- _ABOUT THIS TASK_
Filter the entries below, keeping only lines with the word "change".

- _INPUT_

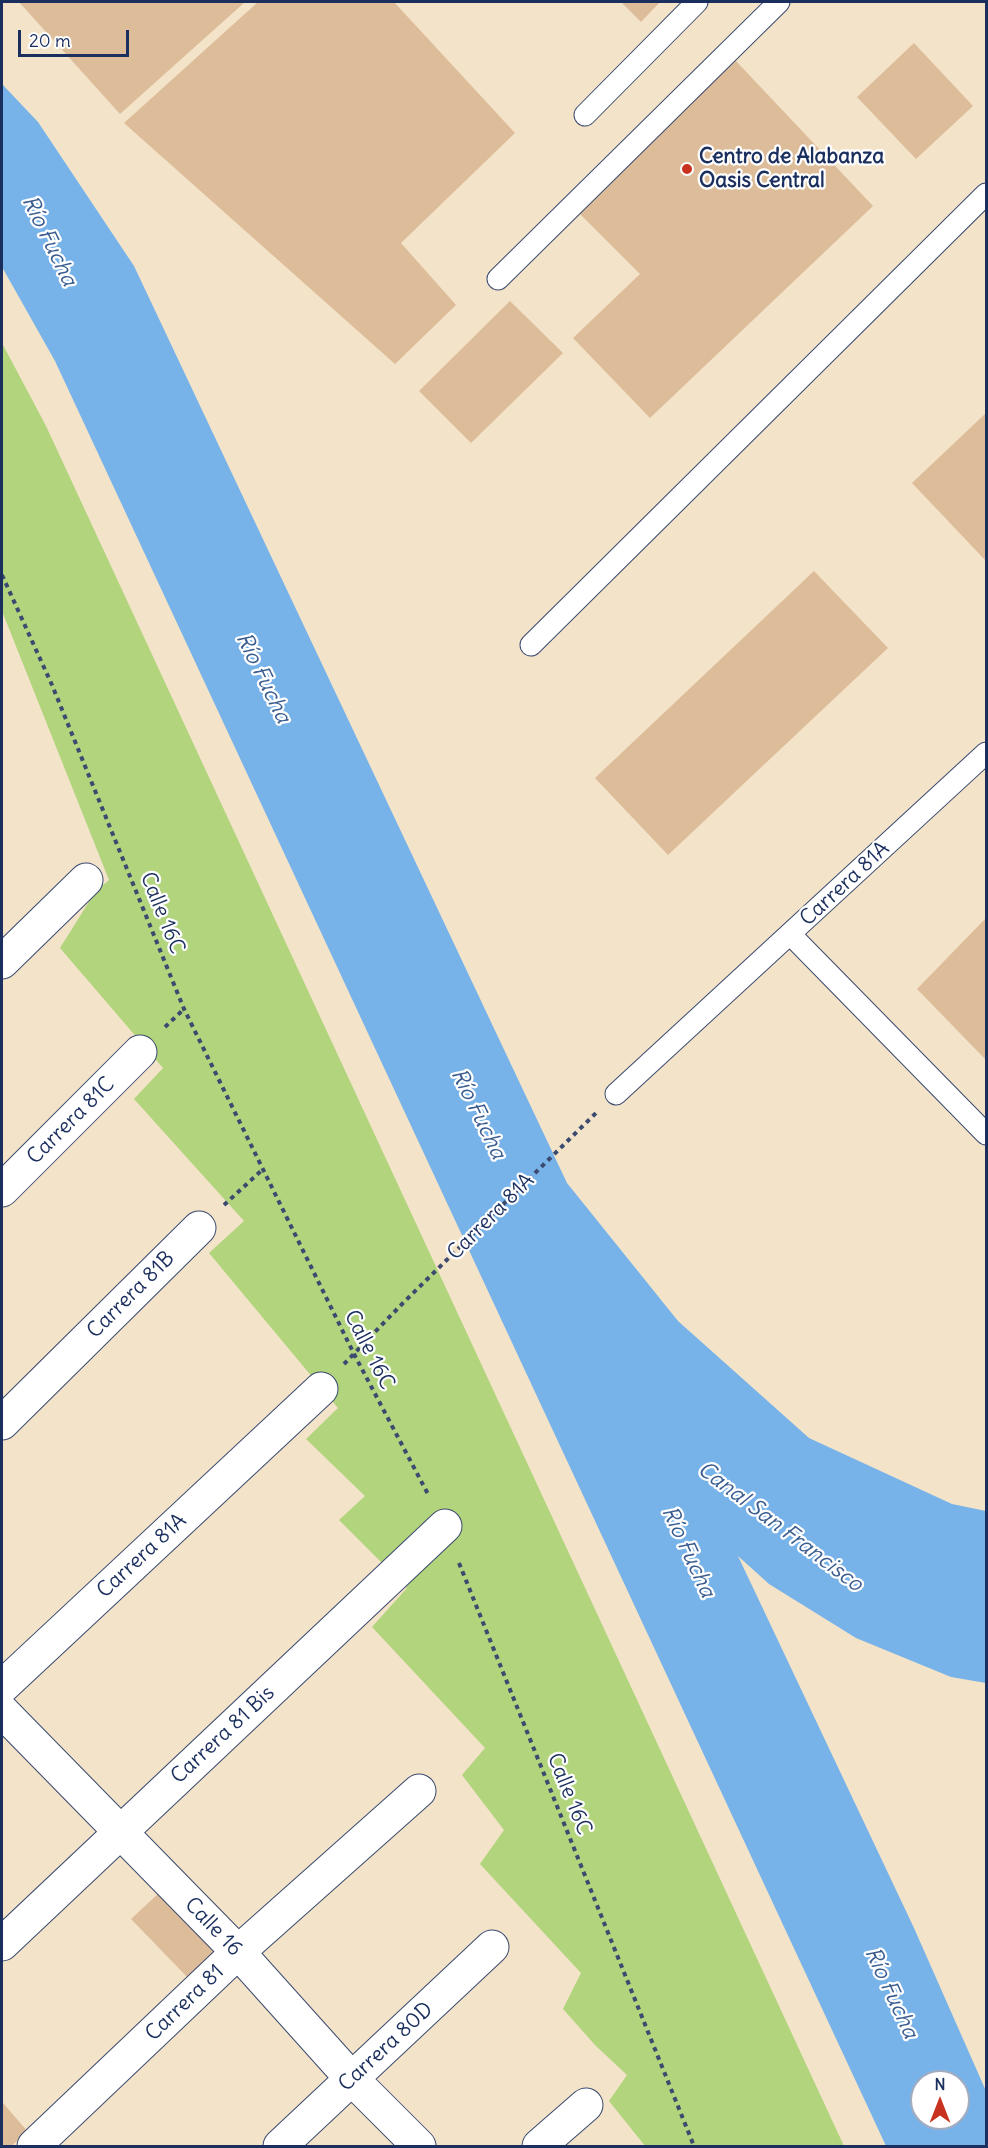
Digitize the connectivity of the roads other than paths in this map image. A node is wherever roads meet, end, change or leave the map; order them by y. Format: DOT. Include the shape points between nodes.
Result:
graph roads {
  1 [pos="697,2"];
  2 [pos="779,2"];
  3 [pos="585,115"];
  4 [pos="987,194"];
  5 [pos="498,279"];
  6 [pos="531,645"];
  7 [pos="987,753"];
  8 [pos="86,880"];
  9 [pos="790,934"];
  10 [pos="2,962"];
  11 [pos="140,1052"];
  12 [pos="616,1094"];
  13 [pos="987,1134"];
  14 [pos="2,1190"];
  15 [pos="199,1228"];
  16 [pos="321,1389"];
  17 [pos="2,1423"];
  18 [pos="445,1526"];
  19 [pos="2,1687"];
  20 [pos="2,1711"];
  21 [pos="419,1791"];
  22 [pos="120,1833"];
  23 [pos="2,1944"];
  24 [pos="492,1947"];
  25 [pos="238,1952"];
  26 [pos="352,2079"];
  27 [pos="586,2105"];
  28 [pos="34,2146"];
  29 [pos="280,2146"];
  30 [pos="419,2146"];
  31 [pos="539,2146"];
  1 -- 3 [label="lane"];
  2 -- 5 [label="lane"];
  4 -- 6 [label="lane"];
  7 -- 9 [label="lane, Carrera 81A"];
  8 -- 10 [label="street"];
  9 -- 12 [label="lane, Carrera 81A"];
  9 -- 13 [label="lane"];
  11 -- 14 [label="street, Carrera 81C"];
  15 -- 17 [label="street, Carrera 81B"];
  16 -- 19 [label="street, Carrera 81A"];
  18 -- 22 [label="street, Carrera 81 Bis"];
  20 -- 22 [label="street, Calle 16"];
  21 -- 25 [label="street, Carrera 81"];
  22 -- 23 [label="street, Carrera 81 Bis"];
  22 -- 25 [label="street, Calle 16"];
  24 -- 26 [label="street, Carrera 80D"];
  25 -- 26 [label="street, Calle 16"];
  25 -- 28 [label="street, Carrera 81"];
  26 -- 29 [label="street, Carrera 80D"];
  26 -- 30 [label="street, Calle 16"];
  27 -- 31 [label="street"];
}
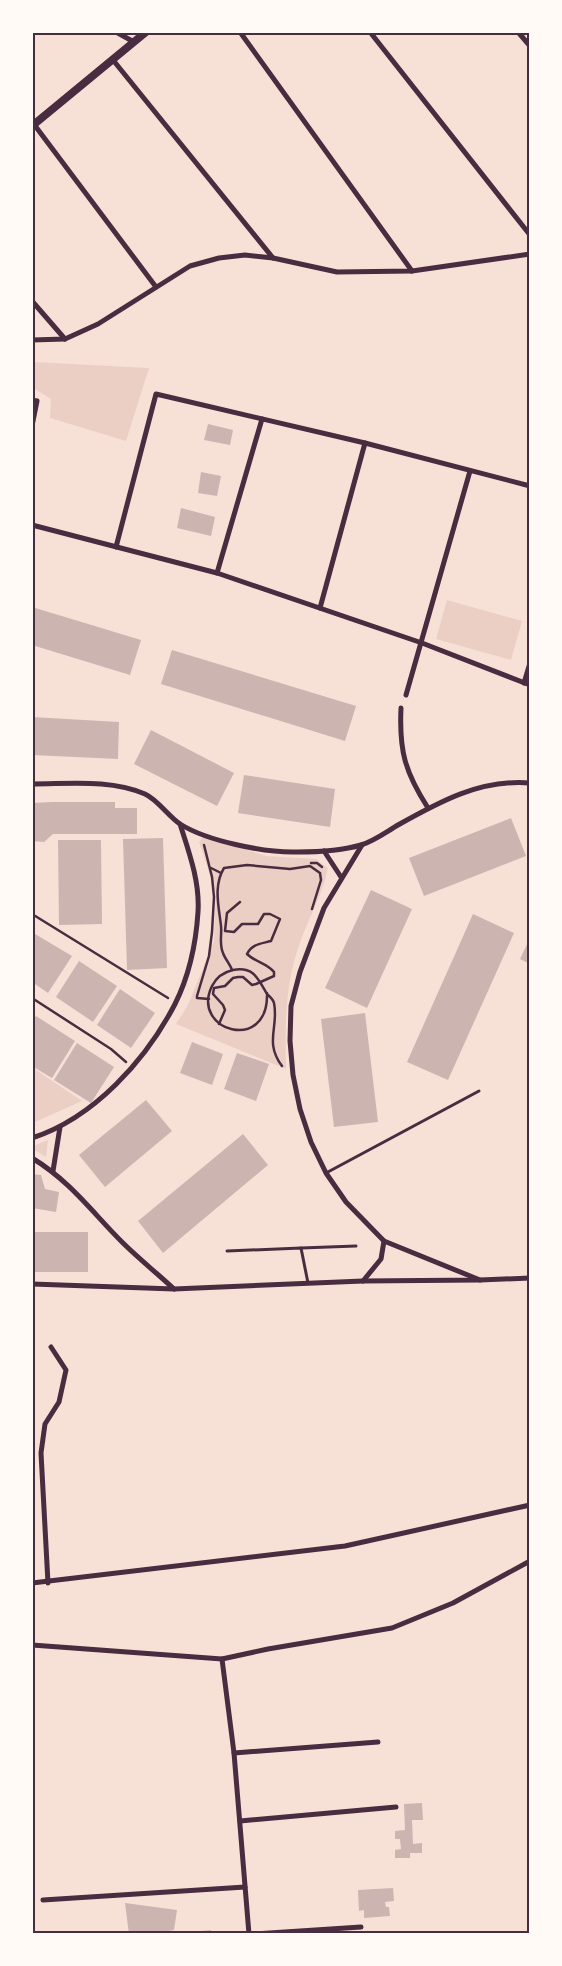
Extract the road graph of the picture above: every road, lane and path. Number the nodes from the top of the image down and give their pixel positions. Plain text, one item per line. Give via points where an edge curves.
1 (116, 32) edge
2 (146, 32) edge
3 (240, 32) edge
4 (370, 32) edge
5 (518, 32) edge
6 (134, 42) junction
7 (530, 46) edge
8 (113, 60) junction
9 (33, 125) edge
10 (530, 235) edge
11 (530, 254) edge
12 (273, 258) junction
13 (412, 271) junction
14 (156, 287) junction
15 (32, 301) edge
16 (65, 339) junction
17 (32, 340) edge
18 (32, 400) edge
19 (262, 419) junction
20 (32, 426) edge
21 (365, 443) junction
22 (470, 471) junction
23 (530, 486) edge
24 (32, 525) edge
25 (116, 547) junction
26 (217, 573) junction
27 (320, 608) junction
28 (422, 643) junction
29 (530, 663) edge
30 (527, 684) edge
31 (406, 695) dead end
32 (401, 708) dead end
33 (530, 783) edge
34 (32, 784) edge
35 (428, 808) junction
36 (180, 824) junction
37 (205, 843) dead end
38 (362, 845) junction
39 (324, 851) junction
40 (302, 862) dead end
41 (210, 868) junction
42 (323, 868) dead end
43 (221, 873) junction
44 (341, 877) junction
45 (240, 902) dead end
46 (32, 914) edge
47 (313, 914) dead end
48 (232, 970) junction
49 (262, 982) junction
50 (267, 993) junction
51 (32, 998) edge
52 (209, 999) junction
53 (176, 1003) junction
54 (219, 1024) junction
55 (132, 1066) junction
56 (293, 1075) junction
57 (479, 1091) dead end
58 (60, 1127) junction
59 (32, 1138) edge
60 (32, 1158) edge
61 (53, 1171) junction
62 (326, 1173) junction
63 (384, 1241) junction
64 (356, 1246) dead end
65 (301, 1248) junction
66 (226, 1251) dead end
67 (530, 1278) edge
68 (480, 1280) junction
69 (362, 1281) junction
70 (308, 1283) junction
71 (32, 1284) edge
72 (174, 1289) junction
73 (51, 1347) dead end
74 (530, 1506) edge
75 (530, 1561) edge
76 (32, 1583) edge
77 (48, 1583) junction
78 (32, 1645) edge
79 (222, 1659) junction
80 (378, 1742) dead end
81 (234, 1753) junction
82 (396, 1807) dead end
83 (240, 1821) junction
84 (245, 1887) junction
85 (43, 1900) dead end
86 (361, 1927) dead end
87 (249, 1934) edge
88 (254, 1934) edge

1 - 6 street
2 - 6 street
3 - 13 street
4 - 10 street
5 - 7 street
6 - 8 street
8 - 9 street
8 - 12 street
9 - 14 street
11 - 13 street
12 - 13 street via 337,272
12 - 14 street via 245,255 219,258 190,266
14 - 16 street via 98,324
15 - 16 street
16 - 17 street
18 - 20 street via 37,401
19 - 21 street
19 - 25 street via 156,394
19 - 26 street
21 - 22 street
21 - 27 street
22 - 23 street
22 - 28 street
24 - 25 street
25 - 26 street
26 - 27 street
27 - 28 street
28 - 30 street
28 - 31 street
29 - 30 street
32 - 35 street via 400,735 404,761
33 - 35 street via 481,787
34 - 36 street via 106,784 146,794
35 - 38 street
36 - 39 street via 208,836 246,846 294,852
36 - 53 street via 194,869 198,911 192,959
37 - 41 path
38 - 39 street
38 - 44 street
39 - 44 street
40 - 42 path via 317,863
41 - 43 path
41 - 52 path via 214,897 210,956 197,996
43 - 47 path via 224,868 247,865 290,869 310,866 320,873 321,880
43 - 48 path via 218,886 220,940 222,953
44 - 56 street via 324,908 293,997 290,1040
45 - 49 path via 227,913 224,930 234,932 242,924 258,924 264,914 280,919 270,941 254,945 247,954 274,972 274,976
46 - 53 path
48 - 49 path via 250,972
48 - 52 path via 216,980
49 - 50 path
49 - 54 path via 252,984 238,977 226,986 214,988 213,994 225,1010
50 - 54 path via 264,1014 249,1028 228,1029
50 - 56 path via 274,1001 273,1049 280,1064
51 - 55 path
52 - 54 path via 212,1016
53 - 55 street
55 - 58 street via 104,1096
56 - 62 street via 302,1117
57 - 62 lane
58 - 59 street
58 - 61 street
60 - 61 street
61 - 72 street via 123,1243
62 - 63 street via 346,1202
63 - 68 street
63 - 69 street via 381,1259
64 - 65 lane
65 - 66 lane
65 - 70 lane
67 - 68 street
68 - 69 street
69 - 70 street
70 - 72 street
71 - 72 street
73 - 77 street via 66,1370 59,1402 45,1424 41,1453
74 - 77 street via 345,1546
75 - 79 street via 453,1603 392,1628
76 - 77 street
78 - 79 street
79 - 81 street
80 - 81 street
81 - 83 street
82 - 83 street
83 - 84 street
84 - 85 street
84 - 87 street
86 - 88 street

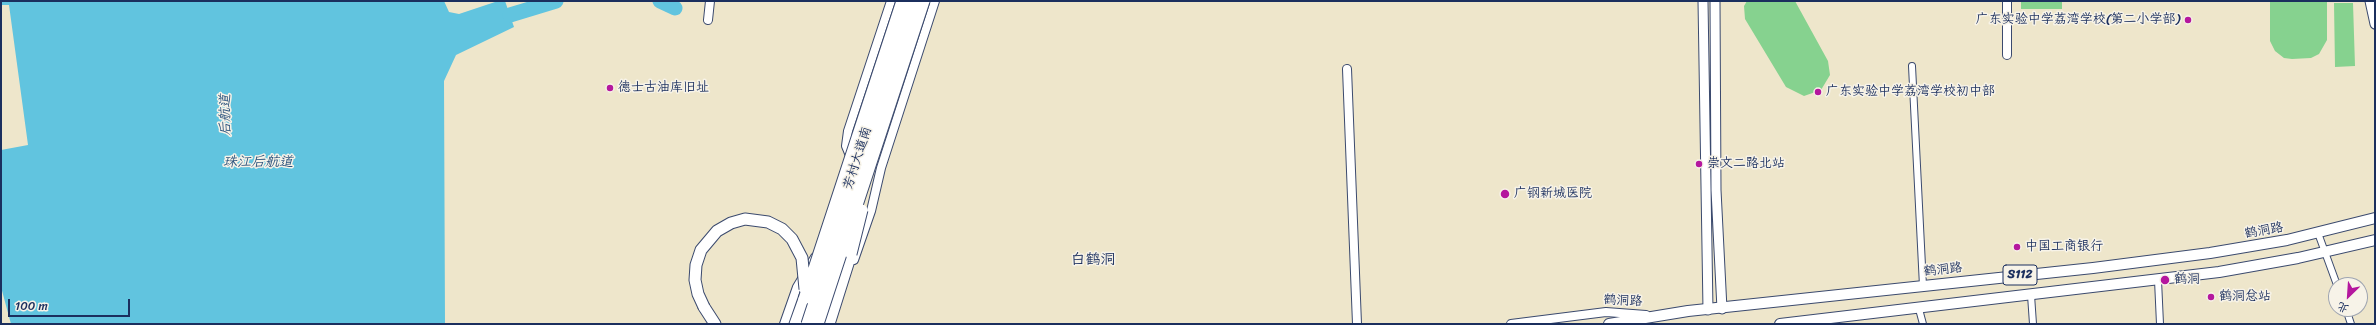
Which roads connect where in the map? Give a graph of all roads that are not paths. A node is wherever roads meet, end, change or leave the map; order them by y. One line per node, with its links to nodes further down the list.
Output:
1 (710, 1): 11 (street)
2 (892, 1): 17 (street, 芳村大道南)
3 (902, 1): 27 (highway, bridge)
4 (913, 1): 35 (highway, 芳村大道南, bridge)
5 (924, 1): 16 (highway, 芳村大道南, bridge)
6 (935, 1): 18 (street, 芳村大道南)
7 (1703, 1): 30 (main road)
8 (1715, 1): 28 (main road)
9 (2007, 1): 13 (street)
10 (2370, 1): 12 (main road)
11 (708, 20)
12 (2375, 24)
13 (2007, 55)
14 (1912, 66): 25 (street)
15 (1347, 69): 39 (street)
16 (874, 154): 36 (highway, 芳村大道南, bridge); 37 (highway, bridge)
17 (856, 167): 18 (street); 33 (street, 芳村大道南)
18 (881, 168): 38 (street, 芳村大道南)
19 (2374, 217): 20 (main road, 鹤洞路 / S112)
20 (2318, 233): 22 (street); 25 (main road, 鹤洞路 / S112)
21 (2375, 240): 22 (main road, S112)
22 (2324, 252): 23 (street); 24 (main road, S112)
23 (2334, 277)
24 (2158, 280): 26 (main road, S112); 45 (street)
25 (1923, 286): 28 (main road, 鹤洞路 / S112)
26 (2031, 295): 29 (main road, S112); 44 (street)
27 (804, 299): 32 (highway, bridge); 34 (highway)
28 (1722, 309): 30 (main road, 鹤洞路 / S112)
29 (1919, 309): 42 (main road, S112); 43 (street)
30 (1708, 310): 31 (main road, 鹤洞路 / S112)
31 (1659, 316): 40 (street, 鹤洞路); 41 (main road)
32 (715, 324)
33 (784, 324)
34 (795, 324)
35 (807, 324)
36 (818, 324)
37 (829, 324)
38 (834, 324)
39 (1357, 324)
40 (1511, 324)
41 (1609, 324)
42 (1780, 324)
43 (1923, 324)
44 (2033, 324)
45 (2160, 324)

- _RESPONSE TO THIS EXERCISE_
Digitize the connectivity of the roads other than paths in this map image. A node is wherever roads meet, end, change or leave the map; order them by y. Format: DOT. Include the shape points between nodes.
Which roads connect where in the map? Give a graph of all roads that are not paths. A node is wherever roads meet, end, change or leave the map; order them by y. One line per node, with its links to nodes further down the list.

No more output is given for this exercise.